REQUIRED ACTION -> The lines of the records that include "Urat" should all be copied.

PROVIDED INFORMATION ->
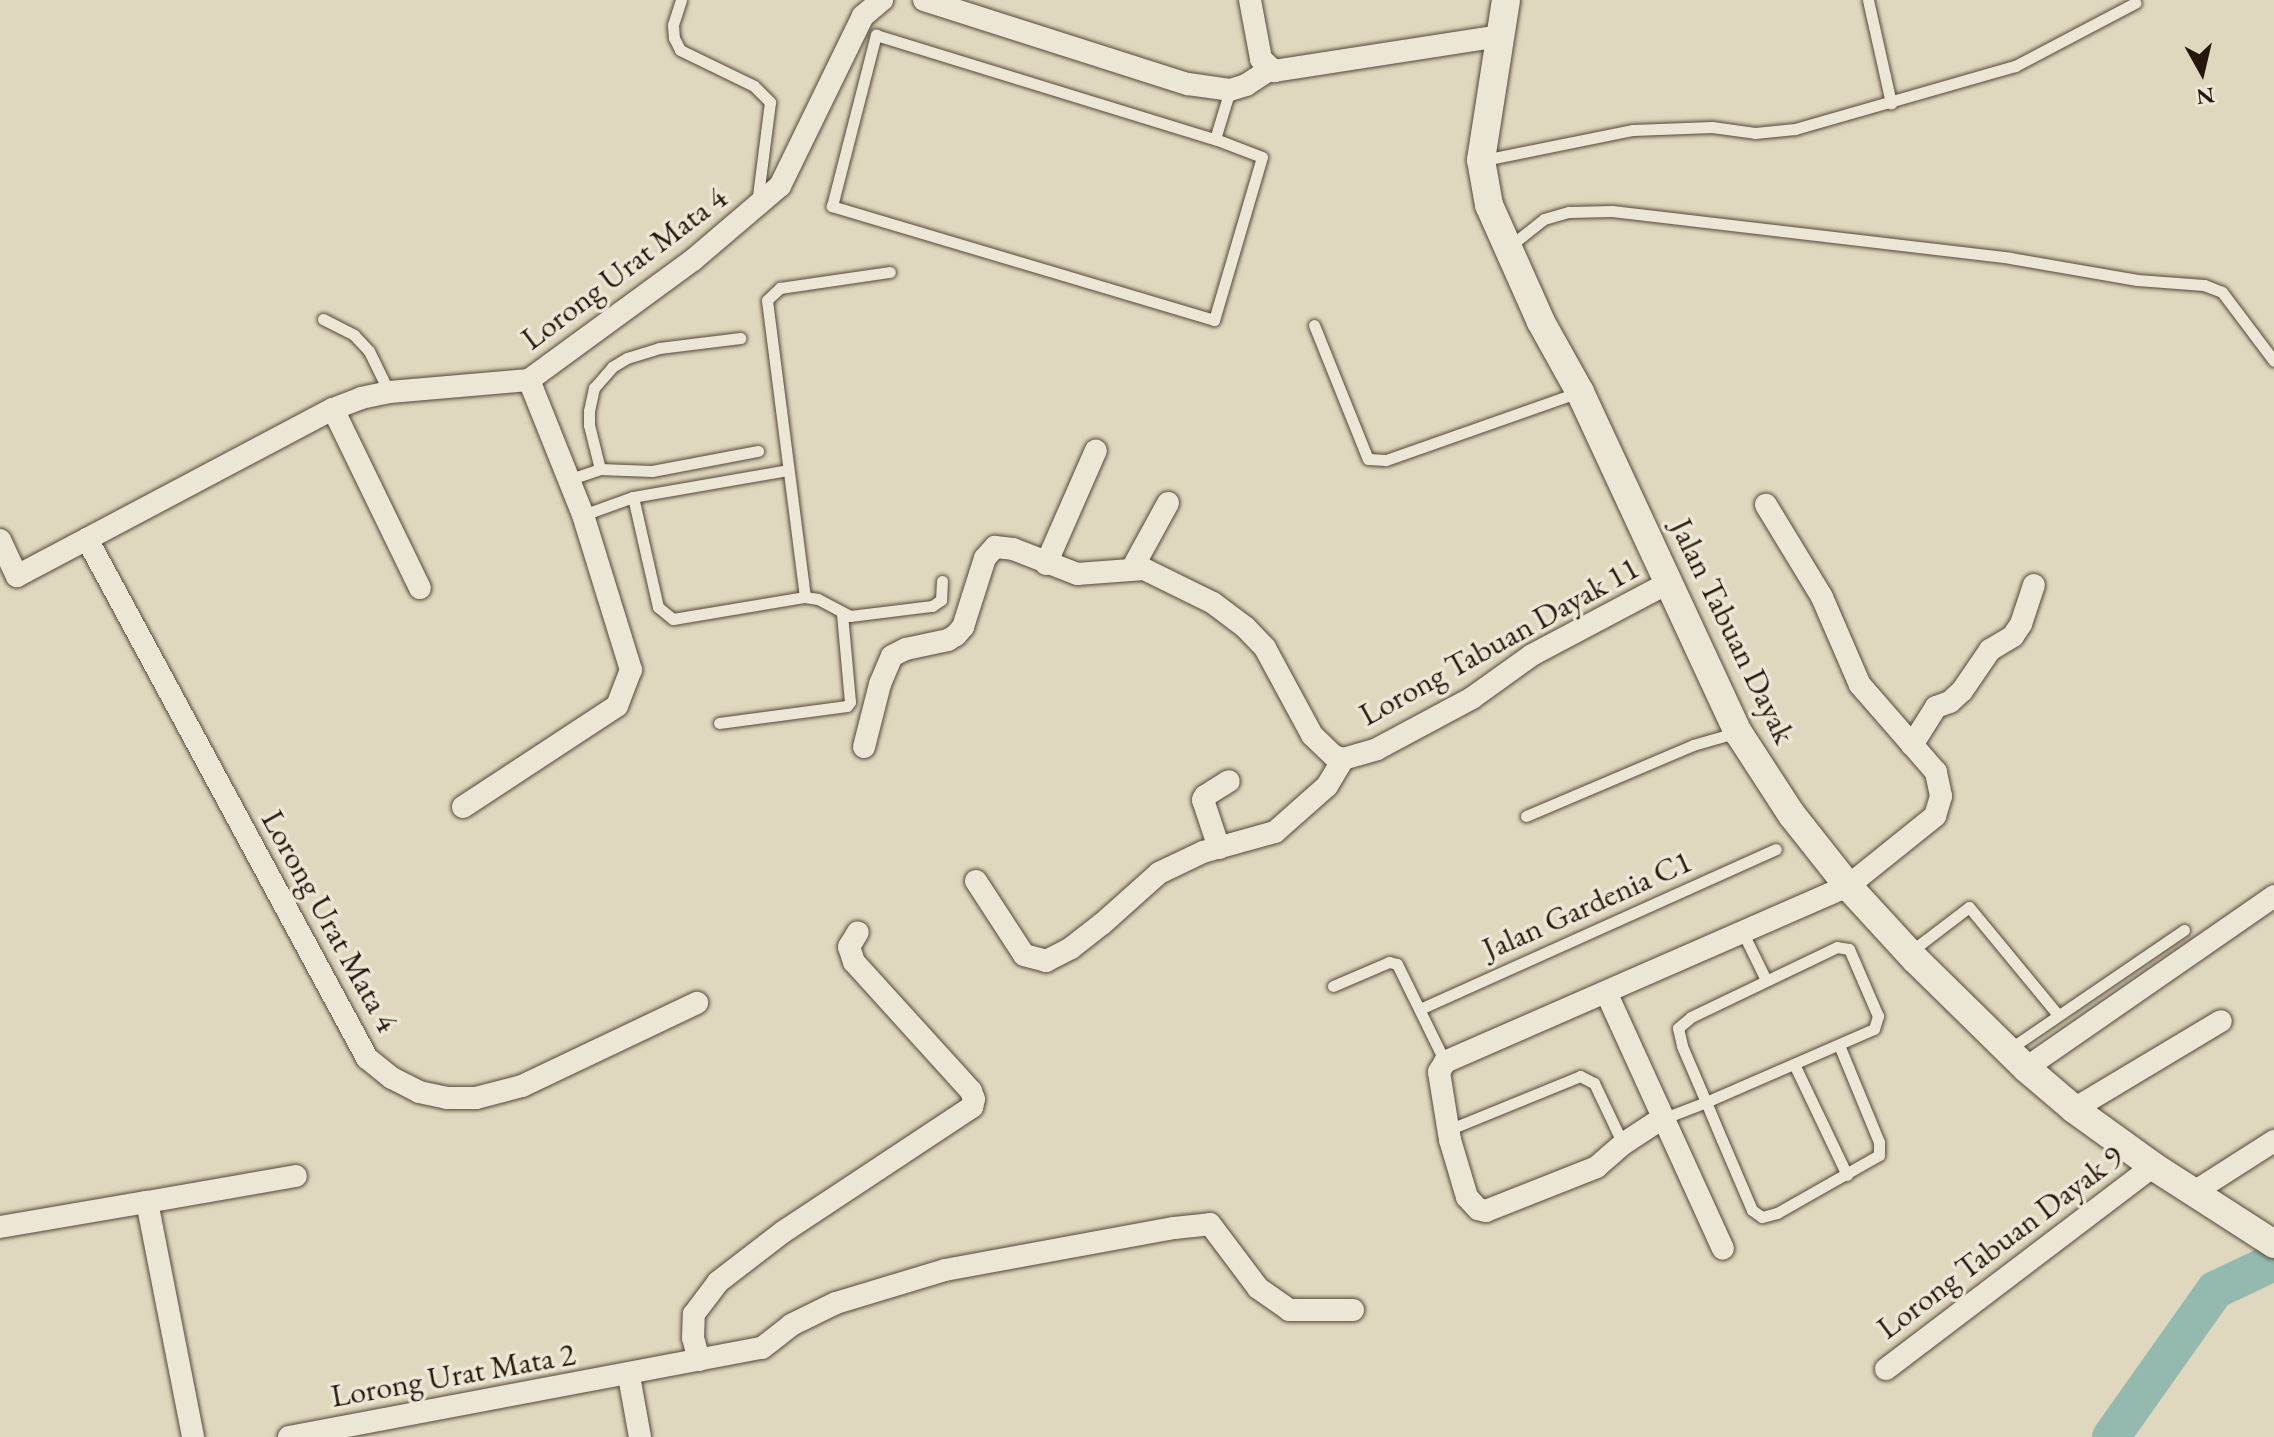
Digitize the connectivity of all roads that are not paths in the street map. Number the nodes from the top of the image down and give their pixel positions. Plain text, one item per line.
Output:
1 (681, 0) edge
2 (882, 0) edge
3 (924, 0) edge
4 (1250, 0) edge
5 (1506, 0) edge
6 (1868, 0) edge
7 (2135, 3) dead end
8 (1501, 36) junction
9 (1269, 70) junction
10 (1230, 90) junction
11 (1891, 103) junction
12 (1215, 139) junction
13 (1481, 160) junction
14 (756, 207) junction
15 (1506, 249) junction
16 (890, 272) dead end
17 (323, 319) dead end
18 (1314, 325) dead end
19 (740, 338) dead end
20 (2274, 361) edge
21 (529, 380) junction
22 (389, 392) junction
23 (1580, 392) junction
24 (333, 409) junction
25 (1096, 450) dead end
26 (758, 451) dead end
27 (600, 469) junction
28 (788, 470) junction
29 (568, 480) junction
30 (633, 497) junction
31 (1168, 503) dead end
32 (1766, 505) dead end
33 (583, 515) junction
34 (87, 539) junction
35 (0, 540) edge
36 (1046, 564) junction
37 (1133, 567) junction
38 (942, 581) dead end
39 (8, 582) edge
40 (1670, 582) junction
41 (2034, 585) dead end
42 (420, 588) dead end
43 (805, 597) junction
44 (842, 614) junction
45 (719, 723) dead end
46 (1738, 732) junction
47 (1912, 745) junction
48 (864, 747) dead end
49 (1343, 759) junction
50 (1229, 781) dead end
51 (463, 807) dead end
52 (1526, 816) dead end
53 (1219, 848) junction
54 (1776, 849) dead end
55 (976, 881) dead end
56 (1848, 886) junction
57 (2274, 896) edge
58 (2184, 930) dead end
59 (858, 932) dead end
60 (1743, 933) junction
61 (1909, 952) junction
62 (1766, 980) junction
63 (1333, 986) dead end
64 (1606, 992) junction
65 (697, 1003) dead end
66 (1420, 1009) junction
67 (2058, 1015) junction
68 (2221, 1021) dead end
69 (1839, 1045) junction
70 (2017, 1059) junction
71 (1445, 1062) junction
72 (1794, 1064) junction
73 (1706, 1102) junction
74 (2074, 1109) junction
75 (1661, 1119) junction
76 (1448, 1130) junction
77 (2274, 1141) edge
78 (1623, 1144) junction
79 (2153, 1166) junction
80 (1847, 1175) junction
81 (296, 1176) dead end
82 (2194, 1192) junction
83 (147, 1202) junction
84 (0, 1227) edge
85 (2270, 1241) edge
86 (1723, 1249) dead end
87 (1353, 1310) dead end
88 (699, 1360) junction
89 (1886, 1369) dead end
90 (629, 1376) junction
91 (193, 1437) edge
92 (289, 1437) edge
93 (640, 1437) edge

1 - 14 lane
2 - 14 street, Lorong Urat Mata 4
3 - 10 street
4 - 9 street
5 - 8 street, Jalan Tabuan Dayak
6 - 11 lane
7 - 11 lane
8 - 9 street
8 - 13 street, Jalan Tabuan Dayak
9 - 10 street
10 - 12 lane
11 - 13 lane
12 - 12 lane
13 - 15 street, Jalan Tabuan Dayak
14 - 21 street, Lorong Urat Mata 4
15 - 20 lane
15 - 23 street, Jalan Tabuan Dayak
16 - 28 lane
17 - 22 lane
18 - 23 lane
19 - 27 lane
21 - 22 street, Lorong Urat Mata 4
21 - 29 street
22 - 24 street, Lorong Urat Mata 4
23 - 40 street, Jalan Tabuan Dayak
24 - 34 street, Lorong Urat Mata 4
24 - 42 street
25 - 36 street
26 - 27 lane
27 - 29 lane
28 - 30 lane
28 - 43 lane
29 - 33 street
30 - 33 lane
30 - 43 lane
31 - 37 street
32 - 47 street
33 - 51 street
34 - 39 street, Lorong Urat Mata 4
34 - 65 street, Lorong Urat Mata 4
35 - 39 street, Lorong Urat Mata 4
36 - 37 street, Lorong Tabuan Dayak 11
36 - 48 street, Lorong Tabuan Dayak 11
37 - 49 street, Lorong Tabuan Dayak 11
38 - 44 lane
40 - 46 street, Jalan Tabuan Dayak
40 - 49 street, Lorong Tabuan Dayak 11
41 - 47 street
43 - 44 lane
44 - 45 lane
46 - 52 lane
46 - 56 street, Jalan Tabuan Dayak
47 - 56 street
49 - 53 street
50 - 53 street
53 - 55 street
54 - 66 lane, Jalan Gardenia C1
56 - 60 street
56 - 61 street, Jalan Tabuan Dayak
57 - 70 street
58 - 67 lane
59 - 88 street
60 - 62 lane
60 - 64 street
61 - 67 lane
61 - 70 street, Jalan Tabuan Dayak
62 - 69 lane
62 - 73 lane
63 - 66 lane
64 - 71 street
64 - 75 street
66 - 71 lane
67 - 70 lane
68 - 74 street
69 - 72 lane
69 - 80 lane
70 - 74 street, Jalan Tabuan Dayak
71 - 76 street
72 - 73 lane
72 - 80 lane
73 - 75 lane
73 - 80 lane
74 - 79 street, Jalan Tabuan Dayak
75 - 78 street
75 - 86 street
76 - 78 lane
76 - 78 street
77 - 82 street
79 - 82 street, Jalan Tabuan Dayak
79 - 89 street, Lorong Tabuan Dayak 9
81 - 83 street
82 - 85 street, Jalan Tabuan Dayak
83 - 84 street
83 - 91 street
87 - 88 street, Lorong Urat Mata 2
88 - 90 street, Lorong Urat Mata 2
90 - 92 street, Lorong Urat Mata 2
90 - 93 street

RESPONSE ->
2 - 14 street, Lorong Urat Mata 4
14 - 21 street, Lorong Urat Mata 4
21 - 22 street, Lorong Urat Mata 4
22 - 24 street, Lorong Urat Mata 4
24 - 34 street, Lorong Urat Mata 4
34 - 39 street, Lorong Urat Mata 4
34 - 65 street, Lorong Urat Mata 4
35 - 39 street, Lorong Urat Mata 4
87 - 88 street, Lorong Urat Mata 2
88 - 90 street, Lorong Urat Mata 2
90 - 92 street, Lorong Urat Mata 2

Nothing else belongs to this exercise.